Also, related to this, in our current/old system, we would open tabs for threaded execution. I'm not sure if I need todo something similar with Crawlee? And, given this, I'm not sure how this works.
Regarding the "threaded" execution, Crawlee handles per-request concurrency automatically, so you don't really have to care for it (it scales up and down based on the current system load).
so, it basically works with playwright's options for this?
Yep, launchContext.userDataDir
is just passed to Playwright afaik. You can pass more launch options to the browser (like CLI arguments) in launchContext.launchOptions
(check out the TS type annotation in your IDE, it gives you all the options you can use)
just advanced to level 1! Thanks for your contributions! 🎉
so, we're running in Kubernetes.. wiht multiple worker processes.. so i'd need to mount these standard data directory into all of my workers.. so it could get to the correct path.
we're already stuffing the browser before retrieve with cookies, and dumping them back after the page is loaded
this would be the data directory that would store "other" stuff.. i'd guess. that would help us keep things "clean" between users.
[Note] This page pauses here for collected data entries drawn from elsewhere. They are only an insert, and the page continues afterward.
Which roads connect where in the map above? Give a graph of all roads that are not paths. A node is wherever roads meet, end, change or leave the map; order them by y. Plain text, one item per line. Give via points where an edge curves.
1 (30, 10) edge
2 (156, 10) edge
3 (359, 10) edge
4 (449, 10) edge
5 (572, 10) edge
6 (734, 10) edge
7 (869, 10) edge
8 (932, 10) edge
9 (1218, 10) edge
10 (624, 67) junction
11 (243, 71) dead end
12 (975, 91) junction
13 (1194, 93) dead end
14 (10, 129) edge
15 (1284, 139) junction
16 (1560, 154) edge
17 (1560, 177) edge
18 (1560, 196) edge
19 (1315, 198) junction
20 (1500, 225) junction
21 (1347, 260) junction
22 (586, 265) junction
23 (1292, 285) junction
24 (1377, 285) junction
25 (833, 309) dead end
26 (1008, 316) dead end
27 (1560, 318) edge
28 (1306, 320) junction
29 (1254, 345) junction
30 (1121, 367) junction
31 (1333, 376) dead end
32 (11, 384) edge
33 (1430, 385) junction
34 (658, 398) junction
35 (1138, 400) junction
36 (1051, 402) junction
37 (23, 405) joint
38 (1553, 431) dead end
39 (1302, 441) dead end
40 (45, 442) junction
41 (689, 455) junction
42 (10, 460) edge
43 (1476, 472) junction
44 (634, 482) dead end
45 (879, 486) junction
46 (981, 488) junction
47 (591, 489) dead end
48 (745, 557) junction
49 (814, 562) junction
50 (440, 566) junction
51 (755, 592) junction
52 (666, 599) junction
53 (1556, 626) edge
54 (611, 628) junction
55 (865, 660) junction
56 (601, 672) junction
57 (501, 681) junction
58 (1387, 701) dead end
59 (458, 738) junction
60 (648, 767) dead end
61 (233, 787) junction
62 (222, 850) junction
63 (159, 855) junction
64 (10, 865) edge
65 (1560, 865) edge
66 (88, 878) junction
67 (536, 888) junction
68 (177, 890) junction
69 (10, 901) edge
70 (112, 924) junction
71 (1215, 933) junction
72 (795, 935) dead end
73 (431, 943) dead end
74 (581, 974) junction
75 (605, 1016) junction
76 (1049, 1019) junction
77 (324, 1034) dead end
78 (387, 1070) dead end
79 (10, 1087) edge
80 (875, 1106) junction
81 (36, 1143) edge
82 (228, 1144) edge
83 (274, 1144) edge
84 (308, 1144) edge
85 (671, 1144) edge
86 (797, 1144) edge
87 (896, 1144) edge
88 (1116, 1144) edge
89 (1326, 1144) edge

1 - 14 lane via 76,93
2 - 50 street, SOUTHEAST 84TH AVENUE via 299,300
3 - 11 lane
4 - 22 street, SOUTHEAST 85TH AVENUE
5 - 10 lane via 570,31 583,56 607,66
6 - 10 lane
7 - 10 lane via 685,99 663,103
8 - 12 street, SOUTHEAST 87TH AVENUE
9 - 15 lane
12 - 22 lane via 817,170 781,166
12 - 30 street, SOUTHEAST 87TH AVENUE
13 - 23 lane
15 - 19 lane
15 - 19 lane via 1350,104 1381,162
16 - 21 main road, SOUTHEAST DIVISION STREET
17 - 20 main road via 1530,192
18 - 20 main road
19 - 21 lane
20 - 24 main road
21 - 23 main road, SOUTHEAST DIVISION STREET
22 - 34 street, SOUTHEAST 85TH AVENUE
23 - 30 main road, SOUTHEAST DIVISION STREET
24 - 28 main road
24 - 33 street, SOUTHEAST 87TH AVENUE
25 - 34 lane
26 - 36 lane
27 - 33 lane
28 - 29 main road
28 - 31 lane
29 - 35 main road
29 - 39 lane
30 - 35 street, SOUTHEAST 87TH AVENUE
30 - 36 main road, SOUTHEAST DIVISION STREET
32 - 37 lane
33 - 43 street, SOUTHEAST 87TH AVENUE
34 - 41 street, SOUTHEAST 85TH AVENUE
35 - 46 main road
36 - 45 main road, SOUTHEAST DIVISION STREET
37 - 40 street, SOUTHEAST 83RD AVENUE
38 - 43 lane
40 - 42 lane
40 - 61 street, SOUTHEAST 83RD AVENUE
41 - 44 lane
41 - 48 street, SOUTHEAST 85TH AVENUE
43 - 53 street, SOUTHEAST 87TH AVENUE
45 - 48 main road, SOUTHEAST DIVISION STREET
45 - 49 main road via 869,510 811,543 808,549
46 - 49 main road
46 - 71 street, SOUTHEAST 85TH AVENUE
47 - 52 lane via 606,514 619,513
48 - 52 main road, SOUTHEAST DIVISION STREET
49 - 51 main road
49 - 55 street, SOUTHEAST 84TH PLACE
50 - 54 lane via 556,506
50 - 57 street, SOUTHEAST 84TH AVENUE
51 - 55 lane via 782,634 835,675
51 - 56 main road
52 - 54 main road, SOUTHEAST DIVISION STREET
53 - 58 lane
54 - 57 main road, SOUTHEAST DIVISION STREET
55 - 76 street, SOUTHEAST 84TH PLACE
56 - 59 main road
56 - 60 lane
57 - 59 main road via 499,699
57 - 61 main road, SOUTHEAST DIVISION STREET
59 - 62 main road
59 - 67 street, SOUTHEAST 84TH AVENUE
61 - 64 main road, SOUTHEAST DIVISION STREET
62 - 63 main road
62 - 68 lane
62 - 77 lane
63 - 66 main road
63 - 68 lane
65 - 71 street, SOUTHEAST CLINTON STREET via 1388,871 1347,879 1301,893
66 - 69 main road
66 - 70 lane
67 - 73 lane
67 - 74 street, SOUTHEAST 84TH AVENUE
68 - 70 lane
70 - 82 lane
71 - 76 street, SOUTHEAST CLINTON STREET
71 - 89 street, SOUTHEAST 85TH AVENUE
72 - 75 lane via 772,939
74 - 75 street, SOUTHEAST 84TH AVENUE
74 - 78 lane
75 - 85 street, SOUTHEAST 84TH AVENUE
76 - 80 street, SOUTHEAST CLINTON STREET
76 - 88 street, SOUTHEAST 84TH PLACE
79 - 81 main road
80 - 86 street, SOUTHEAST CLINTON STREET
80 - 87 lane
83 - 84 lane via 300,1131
I don't think we ever tried anything like this, but yes - in theory, it should work like this 🙂
If you keep the mapping "one user = one userDataDir", you might even save yourself the hassle with injecting the cookies - the cookies are saved in the userDataDir
(along with localStorage
contents etc.) This also shows why you definitely shouldn't share the same userDataDir
between multiple users 🙂 If you don't specify this option, Playwright generates a new ephemeral userDataDir
for each script execution iirc.
thanks for that.. yeah, we have initial cookies we'd need to inject. but otherwise, yeah, that seems like it would be logical.